#### What is being asked:
Each of the following records is to be printed verbatim.

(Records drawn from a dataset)
_ _ _ _ _ _ _

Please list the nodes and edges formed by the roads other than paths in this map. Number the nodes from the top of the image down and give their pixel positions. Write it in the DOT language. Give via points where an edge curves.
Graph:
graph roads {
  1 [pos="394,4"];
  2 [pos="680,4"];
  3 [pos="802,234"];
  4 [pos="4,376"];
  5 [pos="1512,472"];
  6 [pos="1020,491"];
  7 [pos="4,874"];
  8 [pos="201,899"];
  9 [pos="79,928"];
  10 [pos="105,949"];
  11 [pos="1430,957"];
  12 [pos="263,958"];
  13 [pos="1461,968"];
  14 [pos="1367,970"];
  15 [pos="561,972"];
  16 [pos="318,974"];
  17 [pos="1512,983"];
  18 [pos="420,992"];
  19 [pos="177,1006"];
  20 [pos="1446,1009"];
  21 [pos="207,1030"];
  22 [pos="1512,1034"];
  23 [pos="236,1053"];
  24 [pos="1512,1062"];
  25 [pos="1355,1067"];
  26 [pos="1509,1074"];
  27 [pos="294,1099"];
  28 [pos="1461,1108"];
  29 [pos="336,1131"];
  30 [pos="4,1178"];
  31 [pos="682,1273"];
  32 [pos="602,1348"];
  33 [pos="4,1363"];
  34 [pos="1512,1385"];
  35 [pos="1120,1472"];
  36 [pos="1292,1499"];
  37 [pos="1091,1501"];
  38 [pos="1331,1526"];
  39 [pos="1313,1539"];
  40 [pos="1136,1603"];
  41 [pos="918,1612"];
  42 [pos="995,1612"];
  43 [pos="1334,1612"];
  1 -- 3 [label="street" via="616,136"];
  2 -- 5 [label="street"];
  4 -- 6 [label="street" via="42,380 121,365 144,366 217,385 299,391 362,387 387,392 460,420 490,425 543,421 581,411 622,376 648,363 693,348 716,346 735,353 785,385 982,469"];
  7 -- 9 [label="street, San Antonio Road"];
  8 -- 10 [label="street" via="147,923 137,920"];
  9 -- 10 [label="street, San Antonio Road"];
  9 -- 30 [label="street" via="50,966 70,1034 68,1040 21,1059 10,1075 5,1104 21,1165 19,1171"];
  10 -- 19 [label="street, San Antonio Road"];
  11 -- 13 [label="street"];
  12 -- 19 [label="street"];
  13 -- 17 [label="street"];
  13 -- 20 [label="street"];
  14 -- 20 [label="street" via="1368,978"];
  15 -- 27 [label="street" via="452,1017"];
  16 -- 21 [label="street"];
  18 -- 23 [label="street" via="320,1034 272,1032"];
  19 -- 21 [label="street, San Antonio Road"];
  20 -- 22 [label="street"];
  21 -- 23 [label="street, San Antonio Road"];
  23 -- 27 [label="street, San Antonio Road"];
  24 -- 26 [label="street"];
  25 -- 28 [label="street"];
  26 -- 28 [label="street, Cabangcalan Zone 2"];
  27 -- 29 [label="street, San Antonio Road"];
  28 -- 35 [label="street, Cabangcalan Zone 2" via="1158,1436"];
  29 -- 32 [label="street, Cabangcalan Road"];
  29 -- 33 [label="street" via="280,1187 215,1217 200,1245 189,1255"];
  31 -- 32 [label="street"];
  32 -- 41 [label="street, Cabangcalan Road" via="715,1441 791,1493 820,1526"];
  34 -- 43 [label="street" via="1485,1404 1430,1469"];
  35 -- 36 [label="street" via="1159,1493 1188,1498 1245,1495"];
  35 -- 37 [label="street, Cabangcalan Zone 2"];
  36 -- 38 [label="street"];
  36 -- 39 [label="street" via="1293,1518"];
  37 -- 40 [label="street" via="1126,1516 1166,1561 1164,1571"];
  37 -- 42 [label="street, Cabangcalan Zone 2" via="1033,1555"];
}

_ _ _ _ _ _ _

#### Answer to the exercise:
Please list the nodes and edges formed by the roads other than paths in this map. Number the nodes from the top of the image down and give their pixel positions. Write it in the DOT language. Give via points where an edge curves.
Graph:
graph roads {
  1 [pos="394,4"];
  2 [pos="680,4"];
  3 [pos="802,234"];
  4 [pos="4,376"];
  5 [pos="1512,472"];
  6 [pos="1020,491"];
  7 [pos="4,874"];
  8 [pos="201,899"];
  9 [pos="79,928"];
  10 [pos="105,949"];
  11 [pos="1430,957"];
  12 [pos="263,958"];
  13 [pos="1461,968"];
  14 [pos="1367,970"];
  15 [pos="561,972"];
  16 [pos="318,974"];
  17 [pos="1512,983"];
  18 [pos="420,992"];
  19 [pos="177,1006"];
  20 [pos="1446,1009"];
  21 [pos="207,1030"];
  22 [pos="1512,1034"];
  23 [pos="236,1053"];
  24 [pos="1512,1062"];
  25 [pos="1355,1067"];
  26 [pos="1509,1074"];
  27 [pos="294,1099"];
  28 [pos="1461,1108"];
  29 [pos="336,1131"];
  30 [pos="4,1178"];
  31 [pos="682,1273"];
  32 [pos="602,1348"];
  33 [pos="4,1363"];
  34 [pos="1512,1385"];
  35 [pos="1120,1472"];
  36 [pos="1292,1499"];
  37 [pos="1091,1501"];
  38 [pos="1331,1526"];
  39 [pos="1313,1539"];
  40 [pos="1136,1603"];
  41 [pos="918,1612"];
  42 [pos="995,1612"];
  43 [pos="1334,1612"];
  1 -- 3 [label="street" via="616,136"];
  2 -- 5 [label="street"];
  4 -- 6 [label="street" via="42,380 121,365 144,366 217,385 299,391 362,387 387,392 460,420 490,425 543,421 581,411 622,376 648,363 693,348 716,346 735,353 785,385 982,469"];
  7 -- 9 [label="street, San Antonio Road"];
  8 -- 10 [label="street" via="147,923 137,920"];
  9 -- 10 [label="street, San Antonio Road"];
  9 -- 30 [label="street" via="50,966 70,1034 68,1040 21,1059 10,1075 5,1104 21,1165 19,1171"];
  10 -- 19 [label="street, San Antonio Road"];
  11 -- 13 [label="street"];
  12 -- 19 [label="street"];
  13 -- 17 [label="street"];
  13 -- 20 [label="street"];
  14 -- 20 [label="street" via="1368,978"];
  15 -- 27 [label="street" via="452,1017"];
  16 -- 21 [label="street"];
  18 -- 23 [label="street" via="320,1034 272,1032"];
  19 -- 21 [label="street, San Antonio Road"];
  20 -- 22 [label="street"];
  21 -- 23 [label="street, San Antonio Road"];
  23 -- 27 [label="street, San Antonio Road"];
  24 -- 26 [label="street"];
  25 -- 28 [label="street"];
  26 -- 28 [label="street, Cabangcalan Zone 2"];
  27 -- 29 [label="street, San Antonio Road"];
  28 -- 35 [label="street, Cabangcalan Zone 2" via="1158,1436"];
  29 -- 32 [label="street, Cabangcalan Road"];
  29 -- 33 [label="street" via="280,1187 215,1217 200,1245 189,1255"];
  31 -- 32 [label="street"];
  32 -- 41 [label="street, Cabangcalan Road" via="715,1441 791,1493 820,1526"];
  34 -- 43 [label="street" via="1485,1404 1430,1469"];
  35 -- 36 [label="street" via="1159,1493 1188,1498 1245,1495"];
  35 -- 37 [label="street, Cabangcalan Zone 2"];
  36 -- 38 [label="street"];
  36 -- 39 [label="street" via="1293,1518"];
  37 -- 40 [label="street" via="1126,1516 1166,1561 1164,1571"];
  37 -- 42 [label="street, Cabangcalan Zone 2" via="1033,1555"];
}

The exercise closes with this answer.